Stored data:
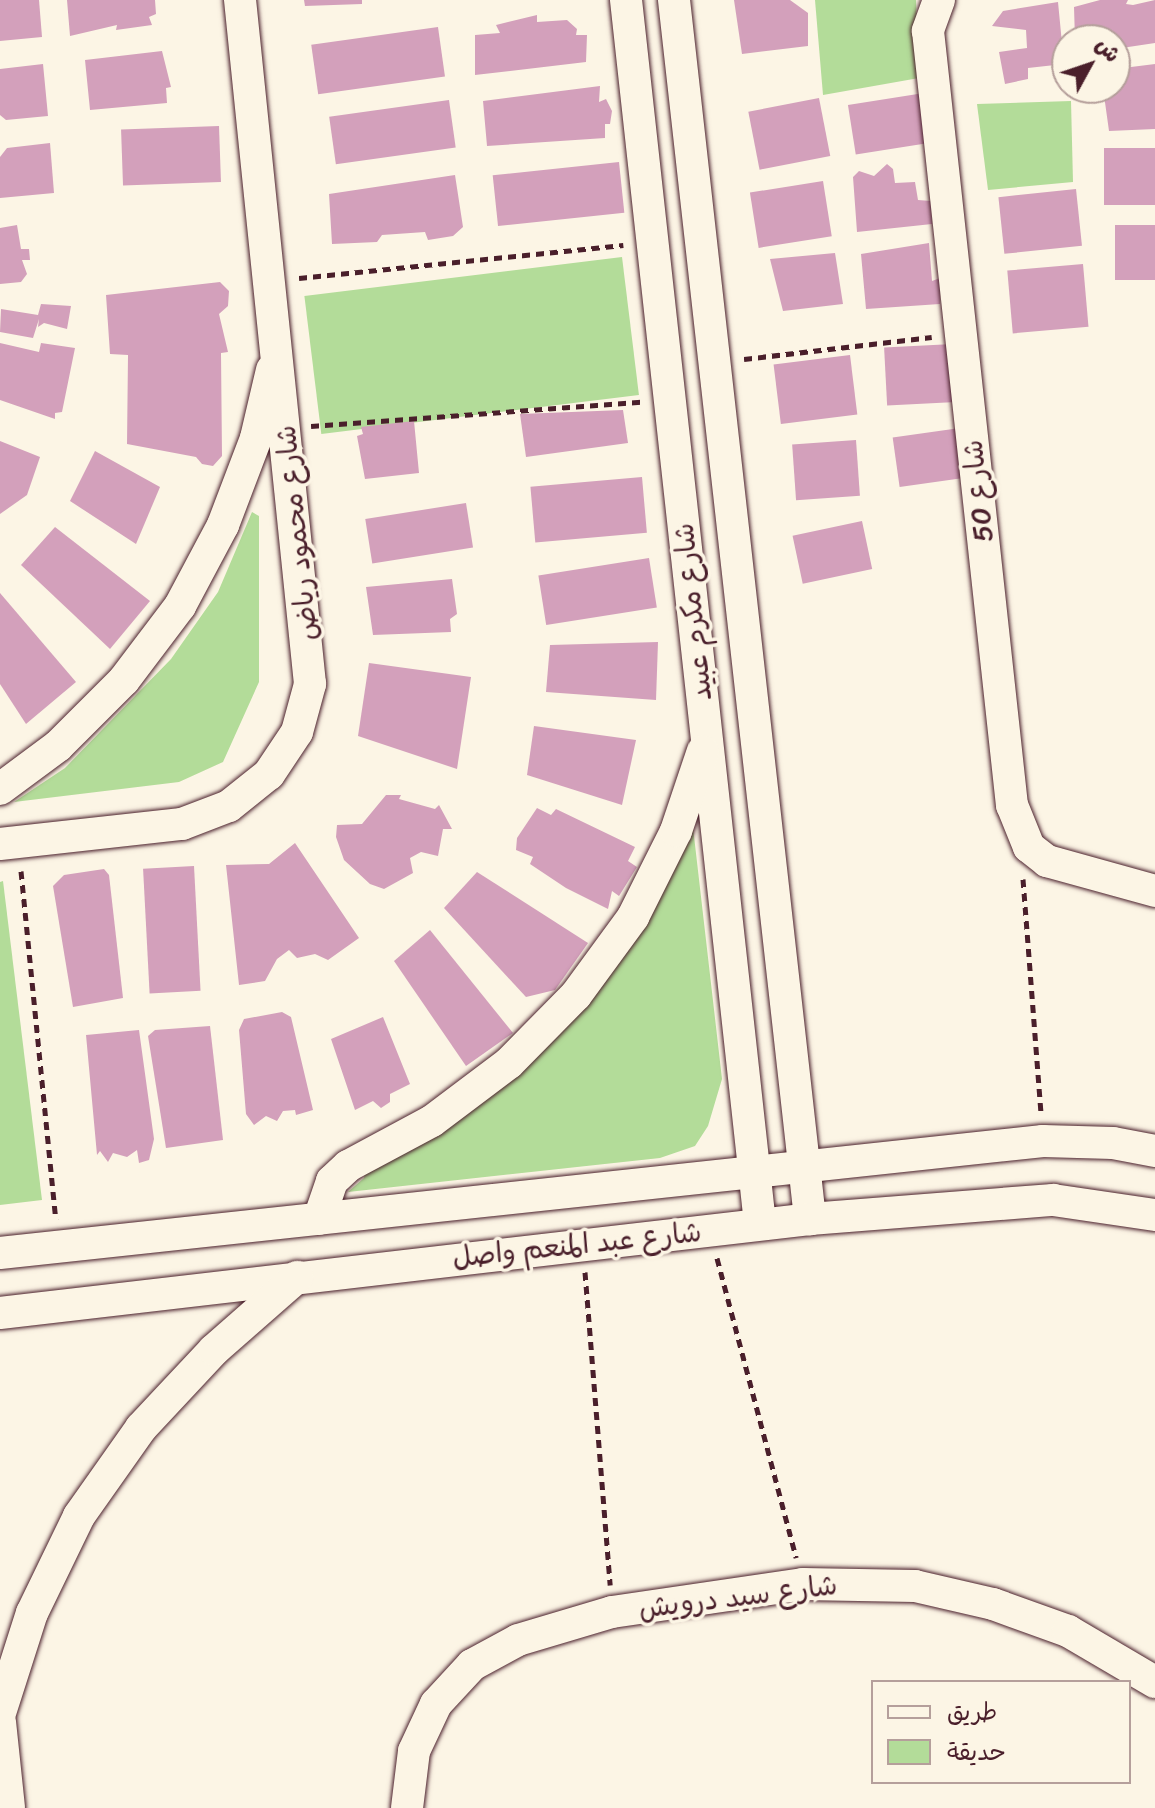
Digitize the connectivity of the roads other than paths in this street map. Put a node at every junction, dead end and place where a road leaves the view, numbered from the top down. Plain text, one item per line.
1 (240, 0) edge
2 (626, 0) edge
3 (674, 0) edge
4 (939, 0) edge
5 (278, 347) junction
6 (707, 740) junction
7 (0, 789) edge
8 (9, 843) edge
9 (1155, 891) edge
10 (1155, 1151) edge
11 (806, 1167) junction
12 (755, 1172) junction
13 (500, 1200) junction
14 (1155, 1215) edge
15 (319, 1219) junction
16 (810, 1219) junction
17 (760, 1224) junction
18 (508, 1252) junction
19 (0, 1253) edge
20 (297, 1277) junction
21 (0, 1313) edge
22 (1155, 1682) edge
23 (0, 1713) edge
24 (0, 1722) edge
25 (9, 1808) edge
26 (407, 1808) edge

1 - 5 street, شارع محمود رياض
2 - 6 street, شارع مكرم عبيد
3 - 11 street, شارع مكرم عبيد
4 - 9 street, شارع 50
5 - 7 street
5 - 8 street, شارع محمود رياض
6 - 12 street, شارع مكرم عبيد
6 - 15 street
10 - 11 street, شارع عبد المنعم واصل
11 - 12 street, شارع عبد المنعم واصل
11 - 16 street, شارع مكرم عبيد
12 - 13 street, شارع عبد المنعم واصل
12 - 17 street, شارع مكرم عبيد
13 - 15 street, شارع عبد المنعم واصل
13 - 18 street
14 - 16 street, شارع عبد المنعم واصل
15 - 19 street, شارع عبد المنعم واصل
16 - 17 street, شارع عبد المنعم واصل
17 - 18 street, شارع عبد المنعم واصل
18 - 20 street, شارع عبد المنعم واصل
20 - 21 street, شارع عبد المنعم واصل
20 - 23 street
22 - 26 street, شارع سيد درويش
24 - 25 street

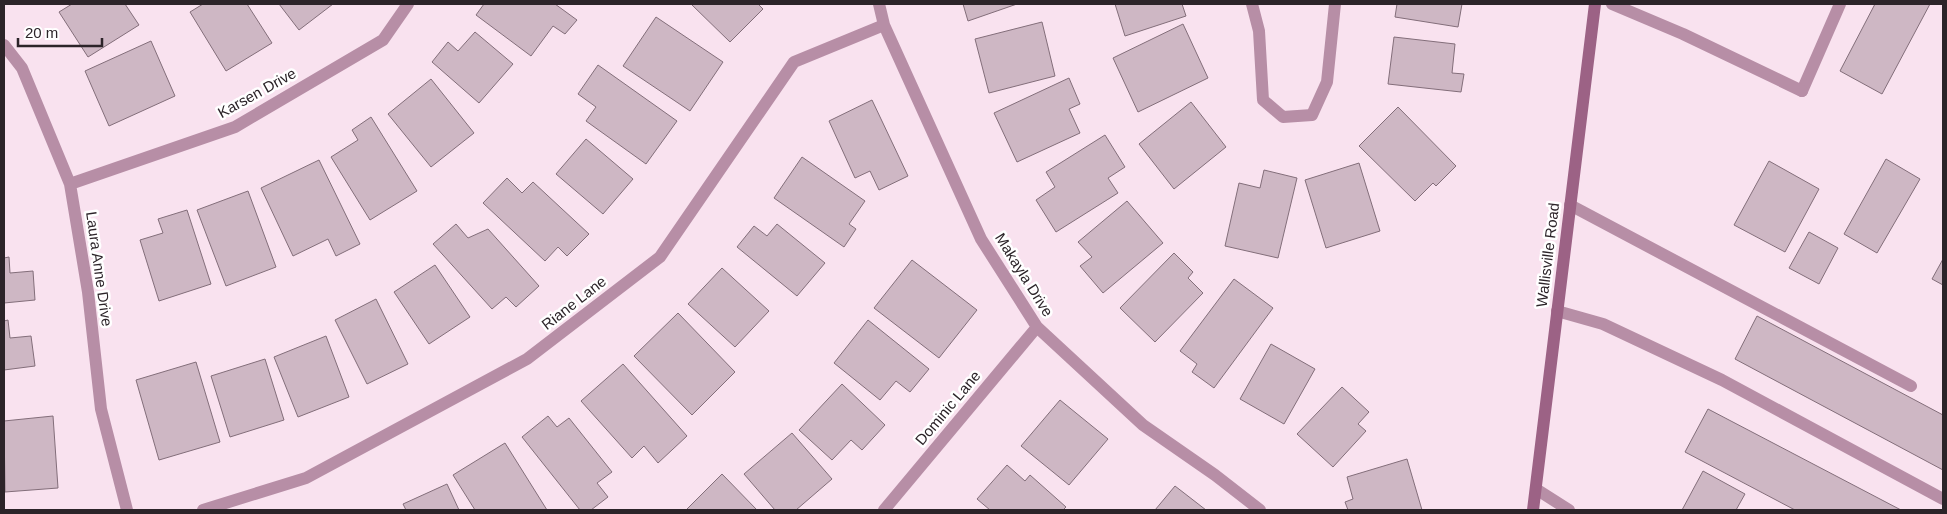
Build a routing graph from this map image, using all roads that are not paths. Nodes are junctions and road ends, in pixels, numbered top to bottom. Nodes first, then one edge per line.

### Assigned task
All of the records above should be written out exactly, with the pictures left out.

### Problem solution
Digitize the connectivity of the roads other than paths in this street map. Put a node at every junction, dead end and place where a road leaves the view, numbered from the top down. Plain text, one item per line.
1 (240, 0) edge
2 (626, 0) edge
3 (674, 0) edge
4 (939, 0) edge
5 (278, 347) junction
6 (707, 740) junction
7 (0, 789) edge
8 (9, 843) edge
9 (1155, 891) edge
10 (1155, 1151) edge
11 (806, 1167) junction
12 (755, 1172) junction
13 (500, 1200) junction
14 (1155, 1215) edge
15 (319, 1219) junction
16 (810, 1219) junction
17 (760, 1224) junction
18 (508, 1252) junction
19 (0, 1253) edge
20 (297, 1277) junction
21 (0, 1313) edge
22 (1155, 1682) edge
23 (0, 1713) edge
24 (0, 1722) edge
25 (9, 1808) edge
26 (407, 1808) edge

1 - 5 street, شارع محمود رياض
2 - 6 street, شارع مكرم عبيد
3 - 11 street, شارع مكرم عبيد
4 - 9 street, شارع 50
5 - 7 street
5 - 8 street, شارع محمود رياض
6 - 12 street, شارع مكرم عبيد
6 - 15 street
10 - 11 street, شارع عبد المنعم واصل
11 - 12 street, شارع عبد المنعم واصل
11 - 16 street, شارع مكرم عبيد
12 - 13 street, شارع عبد المنعم واصل
12 - 17 street, شارع مكرم عبيد
13 - 15 street, شارع عبد المنعم واصل
13 - 18 street
14 - 16 street, شارع عبد المنعم واصل
15 - 19 street, شارع عبد المنعم واصل
16 - 17 street, شارع عبد المنعم واصل
17 - 18 street, شارع عبد المنعم واصل
18 - 20 street, شارع عبد المنعم واصل
20 - 21 street, شارع عبد المنعم واصل
20 - 23 street
22 - 26 street, شارع سيد درويش
24 - 25 street

Build a routing graph from this map image, using all roads that are not paths. Nodes are junctions and road ends, in pixels, numbered top to bottom. Nodes first, then one edge per line.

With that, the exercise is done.